▶ AIM OF THE TASK
Please report every line in the entries that contains the string "מונטיפיורי".

EXERCISE MATERIAL Start Marker

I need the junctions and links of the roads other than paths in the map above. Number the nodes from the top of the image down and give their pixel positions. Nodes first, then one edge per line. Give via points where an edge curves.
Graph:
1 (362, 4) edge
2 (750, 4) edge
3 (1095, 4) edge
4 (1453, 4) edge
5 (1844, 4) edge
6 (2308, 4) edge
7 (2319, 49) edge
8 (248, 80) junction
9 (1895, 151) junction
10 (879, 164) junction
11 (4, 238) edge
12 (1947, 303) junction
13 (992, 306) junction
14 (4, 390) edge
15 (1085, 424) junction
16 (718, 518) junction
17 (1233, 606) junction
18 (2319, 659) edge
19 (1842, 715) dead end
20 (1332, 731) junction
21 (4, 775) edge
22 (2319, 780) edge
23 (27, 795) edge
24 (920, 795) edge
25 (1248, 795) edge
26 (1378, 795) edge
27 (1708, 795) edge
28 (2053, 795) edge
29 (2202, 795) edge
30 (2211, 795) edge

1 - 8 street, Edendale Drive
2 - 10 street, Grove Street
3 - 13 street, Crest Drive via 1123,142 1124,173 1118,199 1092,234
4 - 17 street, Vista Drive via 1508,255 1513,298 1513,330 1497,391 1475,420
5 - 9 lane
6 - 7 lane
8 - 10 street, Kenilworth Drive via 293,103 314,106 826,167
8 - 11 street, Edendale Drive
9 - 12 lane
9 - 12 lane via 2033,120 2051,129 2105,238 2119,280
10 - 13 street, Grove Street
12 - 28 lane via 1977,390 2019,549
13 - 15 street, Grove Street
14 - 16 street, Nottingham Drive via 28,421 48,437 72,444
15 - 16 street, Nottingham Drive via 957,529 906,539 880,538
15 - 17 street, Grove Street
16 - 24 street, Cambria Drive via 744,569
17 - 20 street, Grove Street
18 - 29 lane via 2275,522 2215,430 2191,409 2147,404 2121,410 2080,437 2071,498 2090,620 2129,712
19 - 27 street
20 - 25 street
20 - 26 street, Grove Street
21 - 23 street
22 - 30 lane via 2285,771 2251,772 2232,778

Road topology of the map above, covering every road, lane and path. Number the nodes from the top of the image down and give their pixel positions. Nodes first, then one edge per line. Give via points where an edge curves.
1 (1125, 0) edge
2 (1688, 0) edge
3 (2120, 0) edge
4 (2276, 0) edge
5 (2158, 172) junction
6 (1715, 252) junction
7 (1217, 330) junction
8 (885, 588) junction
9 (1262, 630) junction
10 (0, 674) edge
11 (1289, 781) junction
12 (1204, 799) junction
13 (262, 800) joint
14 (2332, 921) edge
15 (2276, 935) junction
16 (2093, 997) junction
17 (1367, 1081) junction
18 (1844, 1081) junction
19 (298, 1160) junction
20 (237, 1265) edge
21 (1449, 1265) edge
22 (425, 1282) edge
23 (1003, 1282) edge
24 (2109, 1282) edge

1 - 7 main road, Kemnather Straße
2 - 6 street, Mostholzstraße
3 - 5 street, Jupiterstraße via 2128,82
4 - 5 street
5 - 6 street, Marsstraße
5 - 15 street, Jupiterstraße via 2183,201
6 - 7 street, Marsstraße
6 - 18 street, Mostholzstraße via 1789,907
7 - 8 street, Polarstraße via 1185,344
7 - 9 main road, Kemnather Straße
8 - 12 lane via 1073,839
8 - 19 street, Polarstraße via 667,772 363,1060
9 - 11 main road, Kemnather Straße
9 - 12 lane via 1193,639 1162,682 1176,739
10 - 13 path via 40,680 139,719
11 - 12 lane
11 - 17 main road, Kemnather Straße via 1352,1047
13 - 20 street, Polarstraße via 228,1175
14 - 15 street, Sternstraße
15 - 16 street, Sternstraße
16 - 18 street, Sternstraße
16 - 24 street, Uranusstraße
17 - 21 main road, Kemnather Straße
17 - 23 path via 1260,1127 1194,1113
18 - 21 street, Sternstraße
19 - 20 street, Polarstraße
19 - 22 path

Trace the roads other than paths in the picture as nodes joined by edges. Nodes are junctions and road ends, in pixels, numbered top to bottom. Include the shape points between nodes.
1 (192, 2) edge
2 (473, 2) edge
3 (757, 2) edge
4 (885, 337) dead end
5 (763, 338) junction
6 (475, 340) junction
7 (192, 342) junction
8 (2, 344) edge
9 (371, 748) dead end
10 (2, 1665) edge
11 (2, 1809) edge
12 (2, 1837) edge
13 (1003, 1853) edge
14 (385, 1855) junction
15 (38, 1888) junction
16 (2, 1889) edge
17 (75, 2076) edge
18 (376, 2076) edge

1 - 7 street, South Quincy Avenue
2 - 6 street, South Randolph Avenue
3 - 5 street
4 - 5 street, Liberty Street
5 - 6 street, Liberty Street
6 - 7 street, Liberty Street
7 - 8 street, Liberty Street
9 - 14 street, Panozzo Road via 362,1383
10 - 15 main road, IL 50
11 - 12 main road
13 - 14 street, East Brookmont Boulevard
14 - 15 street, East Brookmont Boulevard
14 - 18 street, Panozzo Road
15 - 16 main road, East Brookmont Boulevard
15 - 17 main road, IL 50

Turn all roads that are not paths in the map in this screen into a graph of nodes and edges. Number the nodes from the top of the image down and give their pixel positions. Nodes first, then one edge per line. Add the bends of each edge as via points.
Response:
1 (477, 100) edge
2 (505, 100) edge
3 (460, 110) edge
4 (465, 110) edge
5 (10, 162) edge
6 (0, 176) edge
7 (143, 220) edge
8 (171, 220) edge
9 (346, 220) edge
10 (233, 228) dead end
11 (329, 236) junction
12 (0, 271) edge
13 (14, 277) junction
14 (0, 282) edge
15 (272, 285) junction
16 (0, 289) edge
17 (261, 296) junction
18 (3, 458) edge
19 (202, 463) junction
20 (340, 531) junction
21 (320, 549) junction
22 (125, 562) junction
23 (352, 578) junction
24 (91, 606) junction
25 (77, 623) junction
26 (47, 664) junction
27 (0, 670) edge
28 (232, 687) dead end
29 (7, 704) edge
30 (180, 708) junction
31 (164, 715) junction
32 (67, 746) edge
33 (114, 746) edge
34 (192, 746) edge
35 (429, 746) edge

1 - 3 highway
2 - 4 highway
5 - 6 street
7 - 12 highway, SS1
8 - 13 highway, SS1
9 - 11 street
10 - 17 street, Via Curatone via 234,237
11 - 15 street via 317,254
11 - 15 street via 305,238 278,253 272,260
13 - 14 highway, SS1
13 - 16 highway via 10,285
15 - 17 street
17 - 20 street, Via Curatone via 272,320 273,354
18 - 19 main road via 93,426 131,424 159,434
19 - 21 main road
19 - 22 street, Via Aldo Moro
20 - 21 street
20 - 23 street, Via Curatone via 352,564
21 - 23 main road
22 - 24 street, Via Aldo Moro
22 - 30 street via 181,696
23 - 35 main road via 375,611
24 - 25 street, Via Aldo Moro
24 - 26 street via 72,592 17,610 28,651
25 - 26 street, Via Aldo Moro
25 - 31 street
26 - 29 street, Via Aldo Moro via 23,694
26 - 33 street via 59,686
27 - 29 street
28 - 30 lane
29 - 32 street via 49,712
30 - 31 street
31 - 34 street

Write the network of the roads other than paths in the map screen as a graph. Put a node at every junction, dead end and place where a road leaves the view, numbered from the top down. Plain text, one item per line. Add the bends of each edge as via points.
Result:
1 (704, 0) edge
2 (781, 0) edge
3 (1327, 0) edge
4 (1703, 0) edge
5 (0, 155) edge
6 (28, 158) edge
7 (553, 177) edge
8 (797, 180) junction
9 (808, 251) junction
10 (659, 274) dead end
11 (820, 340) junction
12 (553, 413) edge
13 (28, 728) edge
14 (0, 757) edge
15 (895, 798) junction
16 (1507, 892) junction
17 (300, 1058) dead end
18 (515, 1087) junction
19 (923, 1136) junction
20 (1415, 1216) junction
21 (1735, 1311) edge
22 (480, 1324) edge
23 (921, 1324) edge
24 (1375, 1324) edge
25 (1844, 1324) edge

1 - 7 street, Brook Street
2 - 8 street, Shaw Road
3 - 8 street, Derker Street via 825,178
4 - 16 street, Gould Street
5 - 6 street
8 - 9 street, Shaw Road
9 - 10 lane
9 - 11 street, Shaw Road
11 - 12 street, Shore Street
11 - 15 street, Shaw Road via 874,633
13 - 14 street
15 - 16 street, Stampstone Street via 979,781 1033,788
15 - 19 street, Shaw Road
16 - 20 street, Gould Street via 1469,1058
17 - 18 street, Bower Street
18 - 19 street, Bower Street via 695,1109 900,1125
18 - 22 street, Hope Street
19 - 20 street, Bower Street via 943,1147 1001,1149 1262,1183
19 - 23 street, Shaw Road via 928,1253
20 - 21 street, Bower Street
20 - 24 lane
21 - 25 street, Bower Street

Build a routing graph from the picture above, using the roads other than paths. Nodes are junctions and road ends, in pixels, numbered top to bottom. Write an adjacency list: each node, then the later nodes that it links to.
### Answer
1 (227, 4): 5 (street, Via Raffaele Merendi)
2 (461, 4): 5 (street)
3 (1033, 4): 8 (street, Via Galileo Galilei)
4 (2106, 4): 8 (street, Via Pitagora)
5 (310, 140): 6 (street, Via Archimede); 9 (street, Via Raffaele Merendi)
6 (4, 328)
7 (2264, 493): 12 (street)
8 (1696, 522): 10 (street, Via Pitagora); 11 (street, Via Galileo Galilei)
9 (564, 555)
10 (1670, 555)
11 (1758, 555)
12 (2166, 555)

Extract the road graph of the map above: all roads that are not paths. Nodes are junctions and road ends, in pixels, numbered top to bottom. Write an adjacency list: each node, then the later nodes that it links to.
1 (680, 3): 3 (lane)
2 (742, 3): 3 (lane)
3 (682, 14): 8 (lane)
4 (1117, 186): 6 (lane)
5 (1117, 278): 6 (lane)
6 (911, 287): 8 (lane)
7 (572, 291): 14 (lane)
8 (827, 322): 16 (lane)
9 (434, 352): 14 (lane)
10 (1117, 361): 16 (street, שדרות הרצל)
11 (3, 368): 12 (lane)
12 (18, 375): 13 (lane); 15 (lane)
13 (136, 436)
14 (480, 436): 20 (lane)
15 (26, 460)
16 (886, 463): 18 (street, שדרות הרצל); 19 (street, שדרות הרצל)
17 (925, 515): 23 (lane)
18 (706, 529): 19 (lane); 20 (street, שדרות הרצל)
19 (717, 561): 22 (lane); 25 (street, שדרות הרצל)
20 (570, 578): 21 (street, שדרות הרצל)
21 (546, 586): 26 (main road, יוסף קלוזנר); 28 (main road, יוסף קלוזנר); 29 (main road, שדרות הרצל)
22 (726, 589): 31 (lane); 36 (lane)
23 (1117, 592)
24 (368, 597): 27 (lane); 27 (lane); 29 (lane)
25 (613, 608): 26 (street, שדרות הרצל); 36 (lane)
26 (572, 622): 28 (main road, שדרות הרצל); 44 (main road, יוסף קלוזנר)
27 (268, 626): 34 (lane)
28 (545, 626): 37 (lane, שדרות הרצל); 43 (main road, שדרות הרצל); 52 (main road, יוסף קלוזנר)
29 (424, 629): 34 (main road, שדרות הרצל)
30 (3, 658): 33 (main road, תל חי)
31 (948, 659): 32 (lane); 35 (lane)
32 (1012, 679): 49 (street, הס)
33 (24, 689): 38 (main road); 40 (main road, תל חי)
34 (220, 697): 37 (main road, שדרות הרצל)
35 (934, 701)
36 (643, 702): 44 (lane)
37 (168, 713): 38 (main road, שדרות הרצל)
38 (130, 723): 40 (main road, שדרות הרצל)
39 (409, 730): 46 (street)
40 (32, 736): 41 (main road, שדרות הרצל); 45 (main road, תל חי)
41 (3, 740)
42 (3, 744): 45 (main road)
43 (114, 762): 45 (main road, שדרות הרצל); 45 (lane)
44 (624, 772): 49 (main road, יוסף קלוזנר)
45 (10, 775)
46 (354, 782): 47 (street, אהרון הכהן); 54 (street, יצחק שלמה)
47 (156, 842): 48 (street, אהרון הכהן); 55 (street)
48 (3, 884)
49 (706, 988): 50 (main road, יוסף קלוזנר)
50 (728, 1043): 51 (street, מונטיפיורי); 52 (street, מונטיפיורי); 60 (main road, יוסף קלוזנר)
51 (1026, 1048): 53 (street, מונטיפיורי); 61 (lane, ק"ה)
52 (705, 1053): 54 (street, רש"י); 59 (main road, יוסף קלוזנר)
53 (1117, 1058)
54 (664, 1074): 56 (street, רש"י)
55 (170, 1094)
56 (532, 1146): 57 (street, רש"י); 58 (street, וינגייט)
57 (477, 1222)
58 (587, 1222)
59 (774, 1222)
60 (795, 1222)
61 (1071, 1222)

EXERCISE MATERIAL End Marker

▶ EXERCISE OUTPUT
50 (728, 1043): 51 (street, מונטיפיורי); 52 (street, מונטיפיורי); 60 (main road, יוסף קלוזנר)
51 (1026, 1048): 53 (street, מונטיפיורי); 61 (lane, ק"ה)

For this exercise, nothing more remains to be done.